For the structural fixes that move the curve once you know where the weaknesses are, see our retention guide and first 30 seconds guide.
Sources cited
- •Backlinko: 1.3 Million YouTube Video Analysis. Brian Dean's research on YouTube ranking factors including length-retention correlation.
- •PrePublish 5,000-script analysis. Internal analysis of 5,000 YouTube scripts focused on linguistic predictors of retention.
- •YouTube Help Center: Audience retention documentation
- •YouTube Creator Liaison public statements via Creator Insider and Renee Richie's public Q&A sessions
- •Tubular Insights creator survey reports (2024-2025)
- •Hootsuite Social Media Trends reports (2025-2026)
- •Public Q&A statements from Mr Beast, Veritasium, and Marques Brownlee on retention strategy
This report will be updated as new benchmark data becomes available. Last updated April 2026.
Frequently asked questions
What is a good YouTube retention rate in 2026?
Strong retention by length: 65-75% for under 5 minutes, 50-60% for 5-10 minutes, 40-50% for 10-15 minutes, 35-45% for 15-30 minutes, 25-35% for 30-60 minutes, 20-30% for 60+ minutes. Shorts: 70-85%. By niche, education and vlogs sit at the high end of their length bracket, gaming and reactions at the low end.
What is the average YouTube audience retention across all videos?
There is no single global average that means anything. Retention varies sharply by video length and niche. Public benchmark studies (Backlinko, Tubular) suggest top-ranking videos cluster in the 40-55% retention range at the 8-15 minute length bracket, but this is not a target; it is an aggregation across videos that already performed well enough to rank.
How does YouTube retention vary by niche?
For 8-12 minute videos: education and tutorial 45-55%, tech reviews 45-55%, finance 40-50%, vlogs 50-60%, gaming 35-45%, commentary 50-60%, reactions 35-45%, news 45-55%, documentary 45-55%, cooking 40-50%, beauty 40-50%, fitness 45-55%. These are median ranges; strong individual creators in each niche outperform their bracket.
Does YouTube publish official retention benchmarks?
No. YouTube does not publish retention thresholds. The closest thing to official guidance comes from the Creator Liaison program. The consistent public statements: there is no fixed "right" number, the algorithm compares retention relative to similar videos at similar lengths in the same niche, and curve shape matters as much as the average.

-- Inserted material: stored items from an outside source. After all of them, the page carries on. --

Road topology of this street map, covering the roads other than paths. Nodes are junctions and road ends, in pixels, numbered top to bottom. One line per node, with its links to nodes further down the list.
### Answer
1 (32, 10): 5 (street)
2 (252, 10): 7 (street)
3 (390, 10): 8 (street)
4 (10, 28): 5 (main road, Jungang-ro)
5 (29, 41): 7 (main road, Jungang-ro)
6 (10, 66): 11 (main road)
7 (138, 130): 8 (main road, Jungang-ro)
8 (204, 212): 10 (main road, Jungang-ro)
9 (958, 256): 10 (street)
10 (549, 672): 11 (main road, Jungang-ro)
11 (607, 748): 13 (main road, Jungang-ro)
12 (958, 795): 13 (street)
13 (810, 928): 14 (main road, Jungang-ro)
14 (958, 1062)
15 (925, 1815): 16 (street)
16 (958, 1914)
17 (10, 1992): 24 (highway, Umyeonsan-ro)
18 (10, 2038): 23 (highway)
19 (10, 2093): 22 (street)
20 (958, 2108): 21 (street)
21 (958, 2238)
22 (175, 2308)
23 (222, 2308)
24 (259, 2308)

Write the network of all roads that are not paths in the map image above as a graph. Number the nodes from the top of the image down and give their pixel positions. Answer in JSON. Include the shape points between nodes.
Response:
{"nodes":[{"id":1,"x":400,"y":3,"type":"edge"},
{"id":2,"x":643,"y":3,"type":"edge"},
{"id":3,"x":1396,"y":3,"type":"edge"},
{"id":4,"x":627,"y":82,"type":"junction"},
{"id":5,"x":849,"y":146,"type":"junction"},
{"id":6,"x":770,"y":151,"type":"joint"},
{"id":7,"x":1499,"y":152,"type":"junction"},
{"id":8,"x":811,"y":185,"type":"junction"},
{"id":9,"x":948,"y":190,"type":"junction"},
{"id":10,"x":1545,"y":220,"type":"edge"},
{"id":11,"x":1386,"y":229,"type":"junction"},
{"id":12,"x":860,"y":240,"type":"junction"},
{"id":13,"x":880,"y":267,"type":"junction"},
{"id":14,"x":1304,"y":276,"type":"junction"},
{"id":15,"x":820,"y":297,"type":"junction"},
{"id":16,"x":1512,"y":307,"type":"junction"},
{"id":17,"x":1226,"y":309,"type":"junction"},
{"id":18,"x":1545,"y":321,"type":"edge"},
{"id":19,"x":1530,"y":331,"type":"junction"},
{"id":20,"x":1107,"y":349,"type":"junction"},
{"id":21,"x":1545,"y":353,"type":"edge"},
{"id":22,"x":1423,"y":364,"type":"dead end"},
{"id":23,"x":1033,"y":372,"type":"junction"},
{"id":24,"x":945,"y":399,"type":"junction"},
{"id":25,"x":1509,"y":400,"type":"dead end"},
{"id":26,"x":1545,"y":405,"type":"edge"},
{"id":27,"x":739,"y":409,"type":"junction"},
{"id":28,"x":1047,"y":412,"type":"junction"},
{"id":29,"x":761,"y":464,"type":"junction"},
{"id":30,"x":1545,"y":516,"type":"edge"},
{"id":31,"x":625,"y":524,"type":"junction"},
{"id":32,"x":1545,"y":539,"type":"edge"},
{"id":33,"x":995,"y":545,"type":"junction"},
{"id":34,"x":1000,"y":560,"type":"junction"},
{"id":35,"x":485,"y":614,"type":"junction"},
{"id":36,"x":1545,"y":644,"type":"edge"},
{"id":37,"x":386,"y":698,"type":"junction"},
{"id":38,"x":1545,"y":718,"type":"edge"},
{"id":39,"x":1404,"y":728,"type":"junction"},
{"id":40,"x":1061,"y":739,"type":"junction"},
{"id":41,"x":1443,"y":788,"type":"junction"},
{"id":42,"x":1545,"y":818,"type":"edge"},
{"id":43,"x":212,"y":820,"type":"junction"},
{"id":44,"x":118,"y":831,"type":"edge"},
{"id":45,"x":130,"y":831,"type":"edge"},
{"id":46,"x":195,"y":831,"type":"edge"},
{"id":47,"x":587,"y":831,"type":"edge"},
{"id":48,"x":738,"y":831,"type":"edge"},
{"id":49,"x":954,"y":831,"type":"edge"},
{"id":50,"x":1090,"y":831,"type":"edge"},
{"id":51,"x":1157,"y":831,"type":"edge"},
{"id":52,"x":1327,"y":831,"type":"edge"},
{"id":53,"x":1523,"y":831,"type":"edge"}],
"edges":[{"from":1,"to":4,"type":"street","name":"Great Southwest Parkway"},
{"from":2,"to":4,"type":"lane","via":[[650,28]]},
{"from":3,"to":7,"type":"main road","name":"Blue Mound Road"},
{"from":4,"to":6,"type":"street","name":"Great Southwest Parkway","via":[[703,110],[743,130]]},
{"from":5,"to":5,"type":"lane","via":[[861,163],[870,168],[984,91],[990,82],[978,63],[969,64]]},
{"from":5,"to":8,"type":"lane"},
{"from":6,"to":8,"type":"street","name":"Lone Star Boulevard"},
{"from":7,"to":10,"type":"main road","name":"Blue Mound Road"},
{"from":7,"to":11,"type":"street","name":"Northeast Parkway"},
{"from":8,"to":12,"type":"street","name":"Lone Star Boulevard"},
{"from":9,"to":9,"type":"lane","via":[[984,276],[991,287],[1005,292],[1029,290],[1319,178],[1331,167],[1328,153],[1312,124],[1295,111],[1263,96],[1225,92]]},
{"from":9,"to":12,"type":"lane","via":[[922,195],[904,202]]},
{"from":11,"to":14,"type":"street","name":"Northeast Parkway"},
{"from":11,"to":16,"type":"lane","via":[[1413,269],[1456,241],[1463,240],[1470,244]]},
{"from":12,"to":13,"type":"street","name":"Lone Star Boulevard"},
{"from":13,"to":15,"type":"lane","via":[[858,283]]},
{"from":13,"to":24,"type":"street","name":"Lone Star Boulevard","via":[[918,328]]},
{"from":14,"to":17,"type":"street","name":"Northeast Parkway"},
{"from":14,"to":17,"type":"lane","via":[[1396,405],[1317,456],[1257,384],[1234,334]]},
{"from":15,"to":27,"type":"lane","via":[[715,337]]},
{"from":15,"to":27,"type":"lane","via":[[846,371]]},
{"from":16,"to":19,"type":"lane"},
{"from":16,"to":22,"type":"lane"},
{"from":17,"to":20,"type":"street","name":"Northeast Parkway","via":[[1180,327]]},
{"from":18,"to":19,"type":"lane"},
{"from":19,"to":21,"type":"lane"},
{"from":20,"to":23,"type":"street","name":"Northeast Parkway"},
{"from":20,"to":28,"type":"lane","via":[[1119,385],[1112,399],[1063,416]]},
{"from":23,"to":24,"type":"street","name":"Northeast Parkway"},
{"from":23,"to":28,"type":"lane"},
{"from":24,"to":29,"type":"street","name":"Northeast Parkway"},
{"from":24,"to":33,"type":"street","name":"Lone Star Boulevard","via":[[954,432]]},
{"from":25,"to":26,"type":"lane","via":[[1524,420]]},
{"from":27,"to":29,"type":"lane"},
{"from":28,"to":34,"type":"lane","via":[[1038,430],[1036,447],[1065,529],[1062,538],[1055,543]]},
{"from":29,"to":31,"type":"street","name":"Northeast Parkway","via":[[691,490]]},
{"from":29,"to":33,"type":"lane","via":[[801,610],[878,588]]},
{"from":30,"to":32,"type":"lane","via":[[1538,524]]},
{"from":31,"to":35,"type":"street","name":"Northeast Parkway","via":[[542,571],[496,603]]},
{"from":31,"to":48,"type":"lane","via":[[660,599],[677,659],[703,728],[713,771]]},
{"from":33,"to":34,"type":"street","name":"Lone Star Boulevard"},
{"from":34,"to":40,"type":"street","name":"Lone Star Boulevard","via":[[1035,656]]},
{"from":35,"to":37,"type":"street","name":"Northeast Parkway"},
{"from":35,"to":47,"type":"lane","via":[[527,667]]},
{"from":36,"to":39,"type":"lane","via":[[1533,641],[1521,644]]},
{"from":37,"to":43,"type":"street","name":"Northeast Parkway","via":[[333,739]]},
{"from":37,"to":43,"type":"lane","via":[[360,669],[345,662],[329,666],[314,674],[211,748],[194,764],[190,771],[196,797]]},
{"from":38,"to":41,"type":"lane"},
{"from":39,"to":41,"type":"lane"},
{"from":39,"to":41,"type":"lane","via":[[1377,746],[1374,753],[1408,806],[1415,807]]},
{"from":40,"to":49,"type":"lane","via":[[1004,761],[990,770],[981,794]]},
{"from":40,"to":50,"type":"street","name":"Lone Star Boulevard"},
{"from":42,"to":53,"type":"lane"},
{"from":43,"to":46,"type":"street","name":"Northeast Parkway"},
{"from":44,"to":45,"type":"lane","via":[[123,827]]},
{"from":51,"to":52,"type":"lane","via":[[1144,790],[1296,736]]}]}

What is more important for the algorithm: retention or watch time?
Both are inputs to the recommendation system. Retention predicts whether new viewers will stick (the leading signal for whether YouTube continues to test the video on a wider audience). Watch time accumulates as proof that the video earned the time it received. A long video with lower percentage retention can outperform a short video with higher percentage retention if absolute watch time is greater.
How was this report compiled?
By aggregating every credible public benchmark study and platform statement available. Sources include Backlinko's analysis of 1.3 million YouTube videos, Tubular Insights creator surveys, Hootsuite annual social media reports, public statements from YouTube's Creator Liaison, the YouTube Help Center, and public Q&A statements from top creators. Every number is cited inline. We have not run our own large-scale study yet; that comes in a future report.